= Academic ranks in South Africa =

Academic ranks in South Africa are the titles, relative importance and power of professors, researchers, and administrative personnel held in academia.

==Overview==
- Professor Emeritus
- Distinguished/Extraordinary Professor (must hold a PhD, except in accounting)
- Senior Professor (must hold a PhD, except in accounting) (not at all universities)
- Professor (must hold a PhD, except in accounting)
- Associate professor (must hold a PhD, except in accounting)
- Senior lecturer, Senior researcher (must hold a PhD, except in accounting and actuarial science, although sometimes appointed while still studying the PhD)
- Lecturer, Researcher (must hold a Master's degree, except in accounting and actuarial science)
- Junior lecturer, Researcher (must hold an Honours degree, except in accounting and actuarial science)
- Research assistant
- Tutor, student-assistant, demonstrator
- Administrative assistant
- Senior secretary

Administrative ranks
- Chancellor (titular), (honorific)
- Vice chancellor
- Rector/principal & vice-chancellor (dual title)
- Vice-rector/vice-principal and deputy vice-chancellor/pro-vice-chancellor
- Dean
- Vice-dean/deputy dean
- Programme directors/Programme Convenor
- Departmental chairperson or head of department

In Afrikaans-speaking universities the terms rector and vice-rector are common, whereas English-speaking universities tend to favour the terms principal and vice-principal. The use of deputy vice-chancellor seems to be phasing out pro-vice-chancellor.

==Professorship==
The appointment of professors follows the British system, and the term "professor" is never used for school teachers. However, since the university system has long been fractured between research-intensive and undergraduate teaching-focused universities, there is no absolute consistency. The description provided here refers to research-intensive universities, which are generally recognized as the top tier of the university system, and which are responsible for almost all university-based research and postgraduate (Honours, Masters and Doctoral) graduations. The academic ranking system is roughly as follows:

- Associate (or assistant) lecturer (normally: contract staff)
- Lecturer (full-time staff)
- Senior Lecturer (distinguished by publications record, holding a Doctoral degree and/ or years of meritorious service)
- Associate professor
- (Full) Professor
- Professor emeritus (on retirement at the age of 65, and granted on application and at university discretion)

Professor positions are clearly separated from more junior faculty positions, but only (full) Professors sit on the University Senate by virtue of their positions in faculty.
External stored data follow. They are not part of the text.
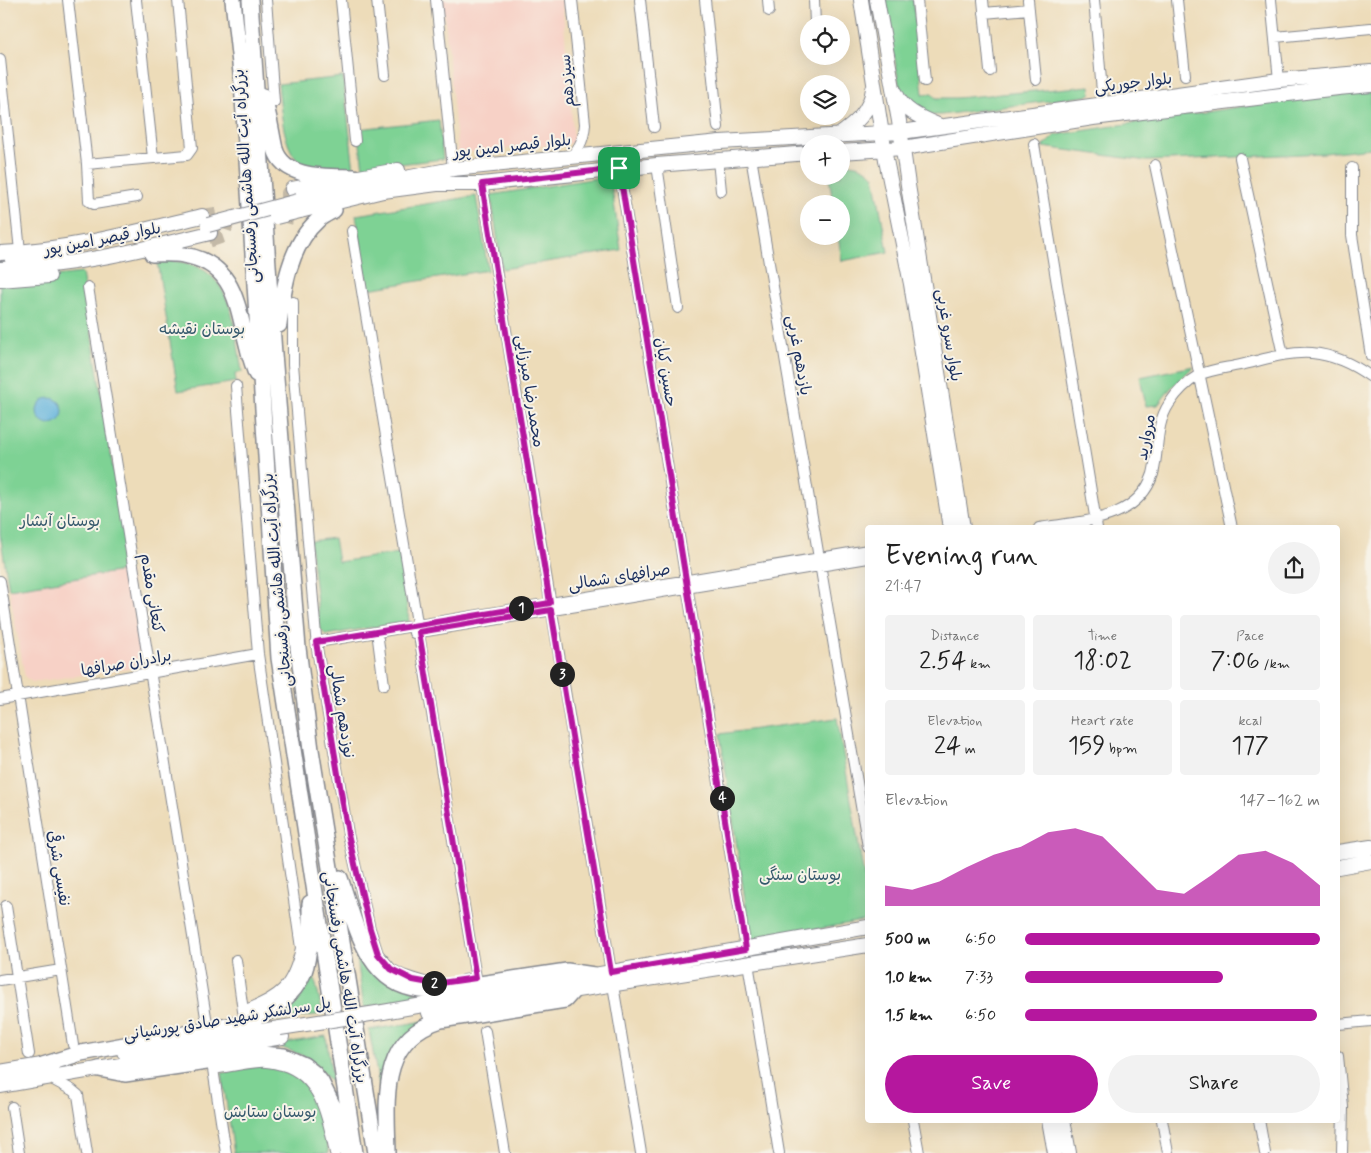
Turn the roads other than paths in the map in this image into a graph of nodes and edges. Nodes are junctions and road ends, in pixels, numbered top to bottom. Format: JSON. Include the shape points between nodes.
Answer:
{"nodes":[{"id":1,"x":68,"y":0,"type":"edge"},
{"id":2,"x":136,"y":0,"type":"edge"},
{"id":3,"x":178,"y":0,"type":"edge"},
{"id":4,"x":233,"y":0,"type":"edge"},
{"id":5,"x":250,"y":0,"type":"edge"},
{"id":6,"x":266,"y":0,"type":"edge"},
{"id":7,"x":341,"y":0,"type":"edge"},
{"id":8,"x":377,"y":0,"type":"edge"},
{"id":9,"x":436,"y":0,"type":"edge"},
{"id":10,"x":572,"y":0,"type":"edge"},
{"id":11,"x":640,"y":0,"type":"edge"},
{"id":12,"x":705,"y":0,"type":"edge"},
{"id":13,"x":768,"y":0,"type":"edge"},
{"id":14,"x":814,"y":0,"type":"edge"},
{"id":15,"x":861,"y":0,"type":"edge"},
{"id":16,"x":876,"y":0,"type":"edge"},
{"id":17,"x":917,"y":0,"type":"edge"},
{"id":18,"x":983,"y":0,"type":"edge"},
{"id":19,"x":1094,"y":0,"type":"edge"},
{"id":20,"x":1178,"y":0,"type":"edge"},
{"id":21,"x":1271,"y":0,"type":"edge"},
{"id":22,"x":1028,"y":4,"type":"edge"},
{"id":23,"x":769,"y":11,"type":"dead end"},
{"id":24,"x":984,"y":12,"type":"junction"},
{"id":25,"x":815,"y":15,"type":"edge"},
{"id":26,"x":1371,"y":28,"type":"edge"},
{"id":27,"x":1275,"y":37,"type":"junction"},
{"id":28,"x":886,"y":45,"type":"junction"},
{"id":29,"x":868,"y":48,"type":"junction"},
{"id":30,"x":0,"y":60,"type":"edge"},
{"id":31,"x":990,"y":71,"type":"dead end"},
{"id":32,"x":1371,"y":72,"type":"edge"},
{"id":33,"x":1343,"y":73,"type":"junction"},
{"id":34,"x":255,"y":75,"type":"junction"},
{"id":35,"x":385,"y":75,"type":"dead end"},
{"id":36,"x":1185,"y":75,"type":"dead end"},
{"id":37,"x":1036,"y":80,"type":"dead end"},
{"id":38,"x":1279,"y":80,"type":"junction"},
{"id":39,"x":925,"y":81,"type":"dead end"},
{"id":40,"x":874,"y":84,"type":"junction"},
{"id":41,"x":892,"y":84,"type":"junction"},
{"id":42,"x":1371,"y":85,"type":"edge"},
{"id":43,"x":1338,"y":88,"type":"junction"},
{"id":44,"x":2,"y":92,"type":"edge"},
{"id":45,"x":274,"y":102,"type":"dead end"},
{"id":46,"x":1103,"y":104,"type":"junction"},
{"id":47,"x":940,"y":126,"type":"junction"},
{"id":48,"x":654,"y":127,"type":"dead end"},
{"id":49,"x":718,"y":127,"type":"dead end"},
{"id":50,"x":901,"y":132,"type":"junction"},
{"id":51,"x":882,"y":133,"type":"junction"},
{"id":52,"x":838,"y":135,"type":"edge"},
{"id":53,"x":850,"y":135,"type":"edge"},
{"id":54,"x":792,"y":138,"type":"junction"},
{"id":55,"x":800,"y":138,"type":"edge"},
{"id":56,"x":355,"y":141,"type":"dead end"},
{"id":57,"x":941,"y":142,"type":"junction"},
{"id":58,"x":1034,"y":144,"type":"dead end"},
{"id":59,"x":903,"y":148,"type":"junction"},
{"id":60,"x":884,"y":150,"type":"junction"},
{"id":61,"x":850,"y":151,"type":"edge"},
{"id":62,"x":850,"y":153,"type":"edge"},
{"id":63,"x":792,"y":154,"type":"junction"},
{"id":64,"x":800,"y":154,"type":"edge"},
{"id":65,"x":571,"y":156,"type":"junction"},
{"id":66,"x":751,"y":157,"type":"junction"},
{"id":67,"x":154,"y":158,"type":"junction"},
{"id":68,"x":1240,"y":158,"type":"dead end"},
{"id":69,"x":718,"y":160,"type":"junction"},
{"id":70,"x":87,"y":164,"type":"junction"},
{"id":71,"x":657,"y":165,"type":"junction"},
{"id":72,"x":1155,"y":165,"type":"dead end"},
{"id":73,"x":619,"y":168,"type":"junction"},
{"id":74,"x":1352,"y":168,"type":"dead end"},
{"id":75,"x":453,"y":169,"type":"junction"},
{"id":76,"x":354,"y":177,"type":"junction"},
{"id":77,"x":458,"y":184,"type":"junction"},
{"id":78,"x":482,"y":184,"type":"junction"},
{"id":79,"x":908,"y":185,"type":"junction"},
{"id":80,"x":892,"y":189,"type":"junction"},
{"id":81,"x":721,"y":191,"type":"dead end"},
{"id":82,"x":137,"y":197,"type":"dead end"},
{"id":83,"x":297,"y":205,"type":"junction"},
{"id":84,"x":334,"y":210,"type":"junction"},
{"id":85,"x":207,"y":229,"type":"junction"},
{"id":86,"x":908,"y":229,"type":"junction"},
{"id":87,"x":352,"y":230,"type":"dead end"},
{"id":88,"x":20,"y":251,"type":"junction"},
{"id":89,"x":0,"y":253,"type":"edge"},
{"id":90,"x":152,"y":254,"type":"junction"},
{"id":91,"x":0,"y":260,"type":"edge"},
{"id":92,"x":0,"y":269,"type":"edge"},
{"id":93,"x":0,"y":280,"type":"edge"},
{"id":94,"x":88,"y":287,"type":"dead end"},
{"id":95,"x":292,"y":302,"type":"dead end"},
{"id":96,"x":678,"y":308,"type":"dead end"},
{"id":97,"x":274,"y":354,"type":"junction"},
{"id":98,"x":1283,"y":356,"type":"junction"},
{"id":99,"x":1371,"y":356,"type":"edge"},
{"id":100,"x":1200,"y":375,"type":"junction"},
{"id":101,"x":1371,"y":377,"type":"edge"},
{"id":102,"x":236,"y":386,"type":"dead end"},
{"id":103,"x":263,"y":392,"type":"junction"},
{"id":104,"x":1097,"y":523,"type":"edge"},
{"id":105,"x":947,"y":524,"type":"edge"},
{"id":106,"x":962,"y":525,"type":"edge"},
{"id":107,"x":1074,"y":525,"type":"edge"},
{"id":108,"x":1231,"y":525,"type":"edge"},
{"id":109,"x":865,"y":551,"type":"edge"},
{"id":110,"x":865,"y":558,"type":"edge"},
{"id":111,"x":819,"y":562,"type":"junction"},
{"id":112,"x":0,"y":581,"type":"edge"},
{"id":113,"x":687,"y":584,"type":"junction"},
{"id":114,"x":551,"y":606,"type":"junction"},
{"id":115,"x":418,"y":628,"type":"junction"},
{"id":116,"x":378,"y":638,"type":"junction"},
{"id":117,"x":317,"y":645,"type":"junction"},
{"id":118,"x":258,"y":654,"type":"junction"},
{"id":119,"x":151,"y":673,"type":"junction"},
{"id":120,"x":384,"y":685,"type":"dead end"},
{"id":121,"x":18,"y":696,"type":"junction"},
{"id":122,"x":0,"y":699,"type":"edge"},
{"id":123,"x":865,"y":830,"type":"edge"},
{"id":124,"x":327,"y":841,"type":"junction"},
{"id":125,"x":1371,"y":847,"type":"edge"},
{"id":126,"x":1340,"y":852,"type":"edge"},
{"id":127,"x":1371,"y":861,"type":"edge"},
{"id":128,"x":311,"y":864,"type":"junction"},
{"id":129,"x":1340,"y":867,"type":"edge"},
{"id":130,"x":6,"y":906,"type":"dead end"},
{"id":131,"x":865,"y":929,"type":"edge"},
{"id":132,"x":865,"y":945,"type":"edge"},
{"id":133,"x":746,"y":949,"type":"junction"},
{"id":134,"x":236,"y":960,"type":"dead end"},
{"id":135,"x":748,"y":963,"type":"junction"},
{"id":136,"x":61,"y":970,"type":"junction"},
{"id":137,"x":594,"y":976,"type":"junction"},
{"id":138,"x":17,"y":977,"type":"junction"},
{"id":139,"x":612,"y":979,"type":"junction"},
{"id":140,"x":0,"y":980,"type":"edge"},
{"id":141,"x":573,"y":991,"type":"junction"},
{"id":142,"x":384,"y":1016,"type":"junction"},
{"id":143,"x":1371,"y":1021,"type":"edge"},
{"id":144,"x":208,"y":1023,"type":"dead end"},
{"id":145,"x":1340,"y":1024,"type":"edge"},
{"id":146,"x":485,"y":1031,"type":"dead end"},
{"id":147,"x":281,"y":1032,"type":"junction"},
{"id":148,"x":73,"y":1045,"type":"dead end"},
{"id":149,"x":29,"y":1054,"type":"dead end"},
{"id":150,"x":99,"y":1069,"type":"junction"},
{"id":151,"x":46,"y":1071,"type":"junction"},
{"id":152,"x":0,"y":1072,"type":"edge"},
{"id":153,"x":1340,"y":1077,"type":"edge"},
{"id":154,"x":0,"y":1086,"type":"edge"},
{"id":155,"x":12,"y":1107,"type":"dead end"},
{"id":156,"x":914,"y":1123,"type":"edge"},
{"id":157,"x":1050,"y":1123,"type":"edge"},
{"id":158,"x":1064,"y":1123,"type":"edge"},
{"id":159,"x":1163,"y":1123,"type":"edge"},
{"id":160,"x":1260,"y":1123,"type":"edge"},
{"id":161,"x":19,"y":1153,"type":"edge"},
{"id":162,"x":88,"y":1153,"type":"edge"},
{"id":163,"x":226,"y":1153,"type":"edge"},
{"id":164,"x":335,"y":1153,"type":"edge"},
{"id":165,"x":347,"y":1153,"type":"edge"},
{"id":166,"x":356,"y":1153,"type":"edge"},
{"id":167,"x":376,"y":1153,"type":"edge"},
{"id":168,"x":388,"y":1153,"type":"edge"},
{"id":169,"x":504,"y":1153,"type":"edge"},
{"id":170,"x":641,"y":1153,"type":"edge"},
{"id":171,"x":779,"y":1153,"type":"edge"},
{"id":172,"x":919,"y":1153,"type":"edge"},
{"id":173,"x":1055,"y":1153,"type":"edge"},
{"id":174,"x":1069,"y":1153,"type":"edge"},
{"id":175,"x":1168,"y":1153,"type":"edge"},
{"id":176,"x":1265,"y":1153,"type":"edge"},
{"id":177,"x":1342,"y":1153,"type":"edge"}],
"edges":[{"from":1,"to":70,"type":"street"},
{"from":2,"to":67,"type":"street"},
{"from":3,"to":67,"type":"street","via":[[192,148],[188,155]]},
{"from":4,"to":103,"type":"highway","name":"بزرگراه آیت الله هاشمی رفسنجانی","via":[[242,82]]},
{"from":5,"to":34,"type":"highway","name":"بزرگراه آیت الله هاشمی رفسنجانی"},
{"from":6,"to":45,"type":"street"},
{"from":7,"to":56,"type":"street"},
{"from":8,"to":35,"type":"street"},
{"from":9,"to":75,"type":"street"},
{"from":10,"to":65,"type":"street","name":"سیزدهم","via":[[585,124],[581,144]]},
{"from":11,"to":48,"type":"street"},
{"from":12,"to":49,"type":"street"},
{"from":13,"to":23,"type":"street"},
{"from":14,"to":25,"type":"street"},
{"from":15,"to":29,"type":"main road"},
{"from":16,"to":28,"type":"main road"},
{"from":17,"to":39,"type":"street"},
{"from":18,"to":24,"type":"street"},
{"from":19,"to":46,"type":"street"},
{"from":20,"to":36,"type":"street"},
{"from":21,"to":27,"type":"street"},
{"from":22,"to":24,"type":"street"},
{"from":22,"to":37,"type":"street"},
{"from":24,"to":31,"type":"street"},
{"from":26,"to":27,"type":"street"},
{"from":27,"to":38,"type":"street"},
{"from":28,"to":29,"type":"main road","via":[[884,55],[877,60]]},
{"from":28,"to":41,"type":"main road"},
{"from":29,"to":40,"type":"main road"},
{"from":30,"to":44,"type":"street"},
{"from":32,"to":33,"type":"main road","name":"بلوار جوریکی"},
{"from":33,"to":38,"type":"main road","name":"بلوار جوریکی"},
{"from":33,"to":43,"type":"main road"},
{"from":34,"to":76,"type":"highway","via":[[266,105],[276,151],[285,162],[293,169],[310,174]]},
{"from":34,"to":97,"type":"highway","name":"بزرگراه آیت الله هاشمی رفسنجانی"},
{"from":38,"to":46,"type":"main road","name":"بلوار جوریکی"},
{"from":40,"to":51,"type":"main road"},
{"from":40,"to":52,"type":"main road","via":[[863,115]]},
{"from":41,"to":47,"type":"main road","via":[[905,106]]},
{"from":41,"to":50,"type":"main road"},
{"from":42,"to":43,"type":"main road","name":"بلوار جوریکی"},
{"from":43,"to":57,"type":"main road","name":"بلوار جوریکی","via":[[1093,118]]},
{"from":44,"to":88,"type":"street"},
{"from":46,"to":47,"type":"main road","name":"بلوار جوریکی"},
{"from":47,"to":50,"type":"main road","name":"بلوار جوریکی"},
{"from":50,"to":51,"type":"main road","name":"بلوار جوریکی"},
{"from":50,"to":59,"type":"main road","name":"بلوار سرو غربی"},
{"from":51,"to":53,"type":"main road","name":"بلوار قیصر امین پور"},
{"from":51,"to":60,"type":"main road","name":"بلوار سرو غربی"},
{"from":54,"to":55,"type":"main road","name":"بلوار قیصر امین پور"},
{"from":54,"to":63,"type":"main road","via":[[806,144],[805,149]]},
{"from":54,"to":65,"type":"main road","name":"بلوار قیصر امین پور"},
{"from":57,"to":59,"type":"main road","name":"بلوار جوریکی"},
{"from":57,"to":79,"type":"main road","via":[[916,155],[909,170]]},
{"from":58,"to":104,"type":"street"},
{"from":59,"to":60,"type":"main road","name":"بلوار جوریکی"},
{"from":59,"to":79,"type":"main road","name":"بلوار سرو غربی"},
{"from":60,"to":61,"type":"main road"},
{"from":60,"to":80,"type":"main road","name":"بلوار سرو غربی"},
{"from":62,"to":80,"type":"main road","via":[[874,161],[884,171]]},
{"from":63,"to":64,"type":"main road","name":"بلوار قیصر امین پور"},
{"from":63,"to":66,"type":"main road","name":"بلوار قیصر امین پور"},
{"from":65,"to":75,"type":"main road","name":"بلوار قیصر امین پور"},
{"from":66,"to":69,"type":"main road","name":"بلوار قیصر امین پور"},
{"from":66,"to":111,"type":"street","name":"یازدهم غربی"},
{"from":67,"to":70,"type":"street"},
{"from":68,"to":98,"type":"street"},
{"from":69,"to":71,"type":"main road","name":"بلوار قیصر امین پور"},
{"from":69,"to":81,"type":"street"},
{"from":70,"to":82,"type":"street","via":[[91,203]]},
{"from":71,"to":73,"type":"main road","name":"بلوار قیصر امین پور"},
{"from":71,"to":96,"type":"street"},
{"from":72,"to":100,"type":"street"},
{"from":73,"to":78,"type":"main road","name":"بلوار قیصر امین پور"},
{"from":73,"to":113,"type":"street","name":"حسین کیان"},
{"from":74,"to":99,"type":"street","via":[[1352,235]]},
{"from":75,"to":76,"type":"main road","via":[[405,168]]},
{"from":75,"to":83,"type":"main road","name":"بلوار قیصر امین پور","via":[[342,190]]},
{"from":76,"to":83,"type":"main road"},
{"from":77,"to":78,"type":"main road","name":"بلوار قیصر امین پور"},
{"from":77,"to":83,"type":"main road","name":"بلوار قیصر امین پور","via":[[383,191]]},
{"from":77,"to":84,"type":"main road"},
{"from":78,"to":114,"type":"street","name":"محمدرضا میرزایی"},
{"from":79,"to":86,"type":"main road","name":"بلوار سرو غربی"},
{"from":80,"to":86,"type":"main road","name":"بلوار سرو غربی"},
{"from":83,"to":84,"type":"main road"},
{"from":83,"to":85,"type":"main road","bridge":true},
{"from":84,"to":97,"type":"highway","via":[[313,225],[297,250],[284,288]]},
{"from":85,"to":88,"type":"main road"},
{"from":85,"to":90,"type":"main road"},
{"from":85,"to":91,"type":"main road","name":"بلوار قیصر امین پور","via":[[100,250]]},
{"from":85,"to":92,"type":"main road","name":"بلوار قیصر امین پور","via":[[155,247],[36,268]]},
{"from":86,"to":105,"type":"main road","name":"بلوار سرو غربی","via":[[911,284]]},
{"from":86,"to":106,"type":"main road","name":"بلوار سرو غربی"},
{"from":87,"to":115,"type":"street"},
{"from":88,"to":89,"type":"main road"},
{"from":90,"to":93,"type":"main road","via":[[63,274]]},
{"from":90,"to":103,"type":"highway","via":[[186,255],[205,262],[227,281],[238,303],[248,350]]},
{"from":94,"to":119,"type":"street","name":"کنعانی مقدم"},
{"from":95,"to":117,"type":"street","name":"نوزدهم شمالی","via":[[293,364]]},
{"from":97,"to":124,"type":"highway","name":"بزرگراه آیت الله هاشمی رفسنجانی","via":[[298,648]]},
{"from":98,"to":100,"type":"street","name":"مروارید"},
{"from":98,"to":101,"type":"street","name":"مروارید","via":[[1312,353],[1331,357],[1358,367]]},
{"from":100,"to":104,"type":"street","name":"مروارید","via":[[1179,392],[1164,412],[1155,466],[1146,490],[1130,506]]},
{"from":100,"to":108,"type":"street"},
{"from":102,"to":118,"type":"street"},
{"from":103,"to":128,"type":"highway","name":"بزرگراه آیت الله هاشمی رفسنجانی","via":[[279,658]]},
{"from":104,"to":107,"type":"street","name":"مروارید"},
{"from":109,"to":111,"type":"street","name":"صرافهای شمالی"},
{"from":110,"to":111,"type":"street","name":"صرافهای شمالی"},
{"from":111,"to":113,"type":"street","name":"صرافهای شمالی"},
{"from":111,"to":123,"type":"street","name":"یازدهم غربی"},
{"from":112,"to":121,"type":"street","name":"نفیسی شرقی"},
{"from":113,"to":114,"type":"street","name":"صرافهای شمالی"},
{"from":113,"to":133,"type":"street","name":"حسین کیان"},
{"from":114,"to":115,"type":"street","name":"صرافهای شمالی"},
{"from":114,"to":139,"type":"street","name":"محمدرضا میرزایی"},
{"from":115,"to":116,"type":"street","name":"صرافهای شمالی"},
{"from":115,"to":117,"type":"street","name":"صرافهای شمالی"},
{"from":115,"to":117,"type":"street","name":"نوزدهم شمالی","via":[[476,978],[441,983],[413,980],[391,969],[378,954],[348,834]]},
{"from":116,"to":117,"type":"street","name":"صرافهای شمالی"},
{"from":116,"to":120,"type":"street"},
{"from":118,"to":119,"type":"street","name":"برادران صرافها"},
{"from":118,"to":134,"type":"street","via":[[301,948],[293,972],[278,995],[243,1011]]},
{"from":119,"to":121,"type":"street","name":"برادران صرافها"},
{"from":119,"to":144,"type":"street","name":"کنعانی مقدم"},
{"from":121,"to":122,"type":"street","name":"برادران صرافها"},
{"from":121,"to":136,"type":"street","name":"نفیسی شرقی"},
{"from":124,"to":137,"type":"highway","via":[[365,950],[378,969],[399,984],[428,991],[567,971]]},
{"from":124,"to":167,"type":"highway","name":"بزرگراه آیت الله هاشمی رفسنجانی"},
{"from":125,"to":126,"type":"main road"},
{"from":127,"to":129,"type":"main road"},
{"from":128,"to":151,"type":"highway","via":[[304,972],[290,994],[273,1008],[244,1023],[82,1053]]},
{"from":128,"to":166,"type":"highway","name":"بزرگراه آیت الله هاشمی رفسنجانی"},
{"from":130,"to":138,"type":"street"},
{"from":131,"to":133,"type":"main road"},
{"from":132,"to":135,"type":"main road"},
{"from":133,"to":139,"type":"main road"},
{"from":135,"to":139,"type":"main road"},
{"from":135,"to":171,"type":"street"},
{"from":136,"to":138,"type":"street"},
{"from":136,"to":148,"type":"street","name":"نفیسی شرقی"},
{"from":137,"to":139,"type":"main road","name":"پل سرلشکر شهید صادق پورشیانی"},
{"from":137,"to":142,"type":"main road","name":"پل سرلشکر شهید صادق پورشیانی"},
{"from":138,"to":140,"type":"street"},
{"from":138,"to":149,"type":"street"},
{"from":139,"to":141,"type":"main road","name":"پل سرلشکر شهید صادق پورشیانی"},
{"from":139,"to":170,"type":"street","name":"محمدرضا میرزایی"},
{"from":141,"to":142,"type":"main road","name":"پل سرلشکر شهید صادق پورشیانی"},
{"from":141,"to":168,"type":"highway","via":[[565,1000],[441,1020],[415,1033],[396,1055],[390,1074],[386,1096]]},
{"from":142,"to":147,"type":"main road","name":"پل سرلشکر شهید صادق پورشیانی"},
{"from":143,"to":145,"type":"street"},
{"from":146,"to":169,"type":"street"},
{"from":147,"to":150,"type":"main road","name":"پل سرلشکر شهید صادق پورشیانی"},
{"from":147,"to":151,"type":"main road","name":"پل سرلشکر شهید صادق پورشیانی"},
{"from":150,"to":151,"type":"main road","name":"پل سرلشکر شهید صادق پورشیانی"},
{"from":150,"to":165,"type":"highway","via":[[125,1074],[261,1054],[284,1056],[314,1073],[321,1082],[334,1106]]},
{"from":151,"to":152,"type":"main road"},
{"from":151,"to":154,"type":"main road"},
{"from":151,"to":162,"type":"street","via":[[78,1095]]},
{"from":153,"to":177,"type":"street"},
{"from":155,"to":161,"type":"street"},
{"from":156,"to":172,"type":"street"},
{"from":157,"to":173,"type":"main road"},
{"from":158,"to":174,"type":"main road"},
{"from":159,"to":175,"type":"street"},
{"from":160,"to":176,"type":"street"},
{"from":163,"to":164,"type":"street","via":[[213,1069],[260,1062],[286,1066],[300,1073],[317,1092],[324,1106]]}]}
Other grades may be present, but only through other appointments, such as being Heads of Departments or programmes, or as elected representatives of other staff. Full "Professor" refers to the most senior academic grade, and is ideally based upon extensive publications, postgraduate supervision, academic leadership, service to the field, and recognition in the field. Professors are expected to have PhDs, but there is no equivalent to the German Habilitation system.

Several universities have created posts such as "Honorary Professor" (for appointments of lay experts) and Distinguished/Extraordinary Professor (for the most exemplary Professors). Several undergraduate teaching-focused universities award various Professorial ranks, but criteria for appointment can vary quite widely.